Mini-Cotton Bread

Mini-Cotton Bread




20 min


20 min


10 units


20 minutes


20 minutes


  • 2.5 – 3 cups of flour
  • 1 sweet spice instant yeast
  • 1 tea spoon powder sugar
  • 1 tea spoon salt
  • 70 grams of margarine (melted)
  • 1,5 cups warm milk
  • 3/4 water glass of water

    For the above:

  • 1 egg yolk
  • 3 tablespoons sesame seeds

Key point

Prepare the hummer flour slightly. Your dough is neither too hard nor too lukewarm. Get a soft dough that does not stick. Do not forget to ferment your dough twice.

Cooking Advice

Instead of sesame seeds on the grass or pumpkin seeds can be cooked by sprinkling.

How is it prepared?

  1. Take yeast, warm milk, margarine and sugar in a deep bowl. Mix well.

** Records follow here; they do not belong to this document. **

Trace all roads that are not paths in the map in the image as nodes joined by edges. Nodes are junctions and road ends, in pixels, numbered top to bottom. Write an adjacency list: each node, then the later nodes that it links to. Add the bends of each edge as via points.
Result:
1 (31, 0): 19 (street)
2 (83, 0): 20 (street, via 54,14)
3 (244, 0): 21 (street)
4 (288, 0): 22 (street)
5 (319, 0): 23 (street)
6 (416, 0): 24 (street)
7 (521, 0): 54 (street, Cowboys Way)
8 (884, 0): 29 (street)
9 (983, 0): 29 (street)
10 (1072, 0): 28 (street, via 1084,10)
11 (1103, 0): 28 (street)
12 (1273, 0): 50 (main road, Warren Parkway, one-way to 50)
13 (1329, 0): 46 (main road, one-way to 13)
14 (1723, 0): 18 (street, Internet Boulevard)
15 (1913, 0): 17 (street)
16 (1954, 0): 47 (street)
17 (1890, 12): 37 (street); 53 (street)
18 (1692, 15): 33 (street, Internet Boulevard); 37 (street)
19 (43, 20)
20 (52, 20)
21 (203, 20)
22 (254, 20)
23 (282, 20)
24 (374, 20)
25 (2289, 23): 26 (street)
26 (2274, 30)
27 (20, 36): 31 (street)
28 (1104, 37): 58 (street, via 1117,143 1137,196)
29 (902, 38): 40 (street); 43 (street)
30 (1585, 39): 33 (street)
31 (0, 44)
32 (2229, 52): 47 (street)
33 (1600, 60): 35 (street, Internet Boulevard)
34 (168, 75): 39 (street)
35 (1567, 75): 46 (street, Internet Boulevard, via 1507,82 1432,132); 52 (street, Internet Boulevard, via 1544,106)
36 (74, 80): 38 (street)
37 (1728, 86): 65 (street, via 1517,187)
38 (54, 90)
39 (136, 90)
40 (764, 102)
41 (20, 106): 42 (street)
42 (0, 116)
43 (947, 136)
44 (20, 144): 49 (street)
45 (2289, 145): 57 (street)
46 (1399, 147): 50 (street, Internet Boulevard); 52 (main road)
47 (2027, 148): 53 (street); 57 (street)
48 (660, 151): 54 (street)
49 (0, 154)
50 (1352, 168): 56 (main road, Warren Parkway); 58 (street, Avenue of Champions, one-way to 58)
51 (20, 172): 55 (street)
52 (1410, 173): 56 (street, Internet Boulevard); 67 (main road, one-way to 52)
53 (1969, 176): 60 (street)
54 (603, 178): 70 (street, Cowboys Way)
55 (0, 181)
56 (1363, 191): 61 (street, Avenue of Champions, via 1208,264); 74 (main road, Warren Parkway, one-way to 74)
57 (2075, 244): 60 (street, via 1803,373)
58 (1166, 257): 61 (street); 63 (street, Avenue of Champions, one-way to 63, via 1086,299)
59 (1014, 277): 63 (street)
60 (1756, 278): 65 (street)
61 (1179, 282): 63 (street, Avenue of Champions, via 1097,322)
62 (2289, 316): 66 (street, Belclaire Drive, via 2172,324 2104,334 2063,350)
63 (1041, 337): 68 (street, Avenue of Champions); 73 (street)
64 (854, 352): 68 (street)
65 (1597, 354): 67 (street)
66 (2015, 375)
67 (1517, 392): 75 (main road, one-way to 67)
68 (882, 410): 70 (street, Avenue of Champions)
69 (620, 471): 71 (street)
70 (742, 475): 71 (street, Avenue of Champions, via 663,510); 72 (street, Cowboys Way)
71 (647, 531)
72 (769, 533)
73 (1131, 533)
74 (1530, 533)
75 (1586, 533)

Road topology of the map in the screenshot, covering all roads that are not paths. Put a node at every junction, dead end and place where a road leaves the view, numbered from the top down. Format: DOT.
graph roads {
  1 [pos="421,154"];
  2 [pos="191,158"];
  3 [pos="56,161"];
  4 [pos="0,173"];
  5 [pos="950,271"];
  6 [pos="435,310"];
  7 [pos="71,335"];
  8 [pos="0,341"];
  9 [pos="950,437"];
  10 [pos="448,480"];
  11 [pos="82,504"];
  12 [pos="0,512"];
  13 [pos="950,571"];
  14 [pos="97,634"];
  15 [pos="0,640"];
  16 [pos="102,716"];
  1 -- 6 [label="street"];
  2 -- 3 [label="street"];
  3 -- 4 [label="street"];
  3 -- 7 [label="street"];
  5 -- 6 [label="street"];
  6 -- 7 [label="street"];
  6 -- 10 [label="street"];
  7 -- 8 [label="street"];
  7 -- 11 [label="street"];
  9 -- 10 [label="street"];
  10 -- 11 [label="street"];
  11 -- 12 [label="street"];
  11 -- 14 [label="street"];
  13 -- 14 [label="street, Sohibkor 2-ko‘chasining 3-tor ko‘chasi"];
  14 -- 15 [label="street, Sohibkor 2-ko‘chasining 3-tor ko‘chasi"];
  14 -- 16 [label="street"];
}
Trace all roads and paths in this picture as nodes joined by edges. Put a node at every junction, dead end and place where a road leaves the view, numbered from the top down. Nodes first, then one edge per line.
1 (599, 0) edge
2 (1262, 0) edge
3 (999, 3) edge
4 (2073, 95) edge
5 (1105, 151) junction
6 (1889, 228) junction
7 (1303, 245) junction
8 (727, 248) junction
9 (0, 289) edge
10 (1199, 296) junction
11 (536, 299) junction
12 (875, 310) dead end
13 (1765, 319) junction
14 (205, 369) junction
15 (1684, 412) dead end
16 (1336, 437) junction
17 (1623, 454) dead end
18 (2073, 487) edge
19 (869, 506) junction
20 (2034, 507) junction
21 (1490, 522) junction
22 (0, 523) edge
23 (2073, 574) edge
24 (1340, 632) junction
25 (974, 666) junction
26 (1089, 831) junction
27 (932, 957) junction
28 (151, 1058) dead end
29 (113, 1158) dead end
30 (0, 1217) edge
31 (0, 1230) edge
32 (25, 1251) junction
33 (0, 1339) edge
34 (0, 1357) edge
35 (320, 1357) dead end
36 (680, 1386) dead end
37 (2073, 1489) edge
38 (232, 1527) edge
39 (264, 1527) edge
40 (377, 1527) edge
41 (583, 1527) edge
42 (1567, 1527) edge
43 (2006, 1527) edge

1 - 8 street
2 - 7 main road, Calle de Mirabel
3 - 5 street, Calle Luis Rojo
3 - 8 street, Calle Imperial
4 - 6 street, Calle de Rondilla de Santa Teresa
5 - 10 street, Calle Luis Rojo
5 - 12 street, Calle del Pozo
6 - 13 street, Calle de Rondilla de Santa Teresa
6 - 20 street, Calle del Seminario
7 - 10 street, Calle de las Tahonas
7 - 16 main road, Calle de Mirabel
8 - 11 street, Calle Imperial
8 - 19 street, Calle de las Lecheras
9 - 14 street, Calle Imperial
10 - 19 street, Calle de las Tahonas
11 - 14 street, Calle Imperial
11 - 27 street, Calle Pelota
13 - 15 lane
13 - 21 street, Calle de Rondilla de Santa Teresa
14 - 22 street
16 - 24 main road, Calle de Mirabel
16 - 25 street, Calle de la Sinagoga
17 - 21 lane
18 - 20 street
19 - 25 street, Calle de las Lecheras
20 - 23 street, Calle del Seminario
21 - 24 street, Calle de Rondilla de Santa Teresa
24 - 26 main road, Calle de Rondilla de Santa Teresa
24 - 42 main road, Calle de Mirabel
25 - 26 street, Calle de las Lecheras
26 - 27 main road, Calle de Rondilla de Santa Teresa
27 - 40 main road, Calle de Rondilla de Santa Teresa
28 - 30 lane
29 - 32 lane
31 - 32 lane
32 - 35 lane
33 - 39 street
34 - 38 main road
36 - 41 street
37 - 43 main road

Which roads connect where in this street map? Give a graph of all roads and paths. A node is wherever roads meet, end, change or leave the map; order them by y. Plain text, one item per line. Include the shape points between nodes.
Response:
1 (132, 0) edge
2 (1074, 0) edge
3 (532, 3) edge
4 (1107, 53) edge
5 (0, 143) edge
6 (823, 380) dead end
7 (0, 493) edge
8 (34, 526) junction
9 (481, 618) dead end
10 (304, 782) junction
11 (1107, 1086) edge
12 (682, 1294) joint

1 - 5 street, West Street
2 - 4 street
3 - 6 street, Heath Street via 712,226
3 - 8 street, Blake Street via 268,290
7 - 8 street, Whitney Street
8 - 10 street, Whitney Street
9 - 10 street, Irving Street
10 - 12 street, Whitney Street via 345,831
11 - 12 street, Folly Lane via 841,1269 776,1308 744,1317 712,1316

  2. Add the water half and mix.

  3. Then start adding the flour gradually. Knead until you get a soft, unattached dough. Add water and flour to the required points.

  4. Transfer the dough you prepared to a clean container.

  5. Cover it with stretch film. Allow room for 40 minutes at room temperature.

  6. When the dough reaches two floors, divide it into tiny tiny beads and roll it.

  7. Transfer baking paper onto a furnace tray.

  8. Cover them and let them brew for 15 more minutes at room temperature.

  9. Apply a brush on them to cover them with egg yolks. Sprinkle sesame seeds.

  10. After the second fermentation they will increase their volume a little more. Then, in a preheated oven at about 180 degrees, turn them over for about 20 minutes and cook until they bloom.

  11. Take it out and enjoy it after listening to it at room temperature.